TASK REQUIREMENTS: Where does the word "Μαυροκορδάτου" appear in the data? Copy every line that holds it.

DATA SECTION:
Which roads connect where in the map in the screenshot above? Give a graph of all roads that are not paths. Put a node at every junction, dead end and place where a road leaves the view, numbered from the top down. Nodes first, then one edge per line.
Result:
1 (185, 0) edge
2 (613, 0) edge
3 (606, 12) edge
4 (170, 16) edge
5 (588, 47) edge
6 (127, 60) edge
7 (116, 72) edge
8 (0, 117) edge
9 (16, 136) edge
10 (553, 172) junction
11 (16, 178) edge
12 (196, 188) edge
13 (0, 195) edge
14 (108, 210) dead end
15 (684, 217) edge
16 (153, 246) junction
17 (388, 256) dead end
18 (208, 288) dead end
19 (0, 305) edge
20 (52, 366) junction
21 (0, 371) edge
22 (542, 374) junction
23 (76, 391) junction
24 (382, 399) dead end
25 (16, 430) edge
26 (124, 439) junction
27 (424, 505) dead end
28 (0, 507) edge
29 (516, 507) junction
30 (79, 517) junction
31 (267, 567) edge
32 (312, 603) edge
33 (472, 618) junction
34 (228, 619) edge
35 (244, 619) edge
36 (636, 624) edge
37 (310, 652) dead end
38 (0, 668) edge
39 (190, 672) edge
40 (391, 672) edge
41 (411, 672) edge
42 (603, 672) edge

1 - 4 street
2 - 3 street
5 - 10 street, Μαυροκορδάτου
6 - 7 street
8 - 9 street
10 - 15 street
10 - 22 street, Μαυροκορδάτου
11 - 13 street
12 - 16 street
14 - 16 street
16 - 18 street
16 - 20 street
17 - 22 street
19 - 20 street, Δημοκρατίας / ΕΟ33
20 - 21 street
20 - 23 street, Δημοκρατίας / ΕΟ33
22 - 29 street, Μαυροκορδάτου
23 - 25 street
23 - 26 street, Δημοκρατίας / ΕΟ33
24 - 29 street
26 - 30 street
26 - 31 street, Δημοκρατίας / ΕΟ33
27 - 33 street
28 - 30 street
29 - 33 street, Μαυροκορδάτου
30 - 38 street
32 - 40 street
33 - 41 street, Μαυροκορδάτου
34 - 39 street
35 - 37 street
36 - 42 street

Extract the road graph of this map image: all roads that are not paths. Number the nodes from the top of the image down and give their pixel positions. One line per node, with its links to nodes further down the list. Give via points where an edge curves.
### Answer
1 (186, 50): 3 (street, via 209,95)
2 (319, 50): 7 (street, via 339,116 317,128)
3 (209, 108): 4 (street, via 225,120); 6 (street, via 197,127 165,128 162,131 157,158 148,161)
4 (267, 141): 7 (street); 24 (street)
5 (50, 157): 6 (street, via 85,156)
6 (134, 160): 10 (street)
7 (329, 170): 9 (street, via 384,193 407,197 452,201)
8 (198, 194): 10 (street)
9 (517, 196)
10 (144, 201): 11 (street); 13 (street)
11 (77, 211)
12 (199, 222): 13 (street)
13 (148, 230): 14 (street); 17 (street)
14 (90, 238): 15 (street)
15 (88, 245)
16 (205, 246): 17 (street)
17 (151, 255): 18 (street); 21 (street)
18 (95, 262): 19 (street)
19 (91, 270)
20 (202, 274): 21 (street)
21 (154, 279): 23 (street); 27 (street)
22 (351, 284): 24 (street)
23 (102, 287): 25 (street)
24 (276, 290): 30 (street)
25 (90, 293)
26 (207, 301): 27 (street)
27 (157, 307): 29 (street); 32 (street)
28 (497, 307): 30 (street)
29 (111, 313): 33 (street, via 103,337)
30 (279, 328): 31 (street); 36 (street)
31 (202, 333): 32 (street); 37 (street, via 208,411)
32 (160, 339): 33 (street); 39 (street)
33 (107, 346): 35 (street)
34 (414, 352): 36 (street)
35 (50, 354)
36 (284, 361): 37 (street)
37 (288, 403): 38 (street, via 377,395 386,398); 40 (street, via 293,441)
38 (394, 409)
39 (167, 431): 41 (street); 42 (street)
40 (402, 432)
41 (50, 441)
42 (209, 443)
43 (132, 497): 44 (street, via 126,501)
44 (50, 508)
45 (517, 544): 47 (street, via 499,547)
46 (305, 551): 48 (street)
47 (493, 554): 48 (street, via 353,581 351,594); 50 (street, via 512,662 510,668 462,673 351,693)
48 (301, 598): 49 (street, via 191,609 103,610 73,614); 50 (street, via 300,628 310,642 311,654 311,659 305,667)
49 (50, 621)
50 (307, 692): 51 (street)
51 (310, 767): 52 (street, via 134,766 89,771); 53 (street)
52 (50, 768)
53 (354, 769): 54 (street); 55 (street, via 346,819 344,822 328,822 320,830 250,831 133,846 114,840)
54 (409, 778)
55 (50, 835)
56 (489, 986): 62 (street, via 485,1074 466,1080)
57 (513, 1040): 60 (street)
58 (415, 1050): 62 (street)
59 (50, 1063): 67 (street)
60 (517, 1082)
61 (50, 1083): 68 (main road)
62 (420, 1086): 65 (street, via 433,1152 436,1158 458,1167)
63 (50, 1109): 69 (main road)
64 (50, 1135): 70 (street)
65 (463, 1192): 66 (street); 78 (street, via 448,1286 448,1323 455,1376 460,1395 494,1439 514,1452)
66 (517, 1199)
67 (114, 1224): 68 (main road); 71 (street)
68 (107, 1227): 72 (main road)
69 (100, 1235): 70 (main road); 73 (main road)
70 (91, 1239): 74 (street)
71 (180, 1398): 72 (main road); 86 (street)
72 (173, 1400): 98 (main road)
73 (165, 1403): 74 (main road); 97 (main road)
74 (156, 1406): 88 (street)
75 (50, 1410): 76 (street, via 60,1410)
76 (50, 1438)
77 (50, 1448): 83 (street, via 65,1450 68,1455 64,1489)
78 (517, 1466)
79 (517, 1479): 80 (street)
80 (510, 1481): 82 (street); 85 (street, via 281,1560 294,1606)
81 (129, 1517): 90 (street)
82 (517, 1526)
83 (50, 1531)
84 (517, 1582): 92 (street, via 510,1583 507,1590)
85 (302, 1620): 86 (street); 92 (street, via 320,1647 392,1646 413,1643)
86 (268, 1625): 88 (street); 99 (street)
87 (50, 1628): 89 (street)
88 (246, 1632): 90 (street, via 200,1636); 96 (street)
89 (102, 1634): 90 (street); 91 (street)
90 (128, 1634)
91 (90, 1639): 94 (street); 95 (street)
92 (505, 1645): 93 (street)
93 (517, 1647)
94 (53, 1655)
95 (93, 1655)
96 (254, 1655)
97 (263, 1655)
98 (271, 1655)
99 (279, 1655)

YOUR RESPONSE:
5 - 10 street, Μαυροκορδάτου
10 - 22 street, Μαυροκορδάτου
22 - 29 street, Μαυροκορδάτου
29 - 33 street, Μαυροκορδάτου
33 - 41 street, Μαυροκορδάτου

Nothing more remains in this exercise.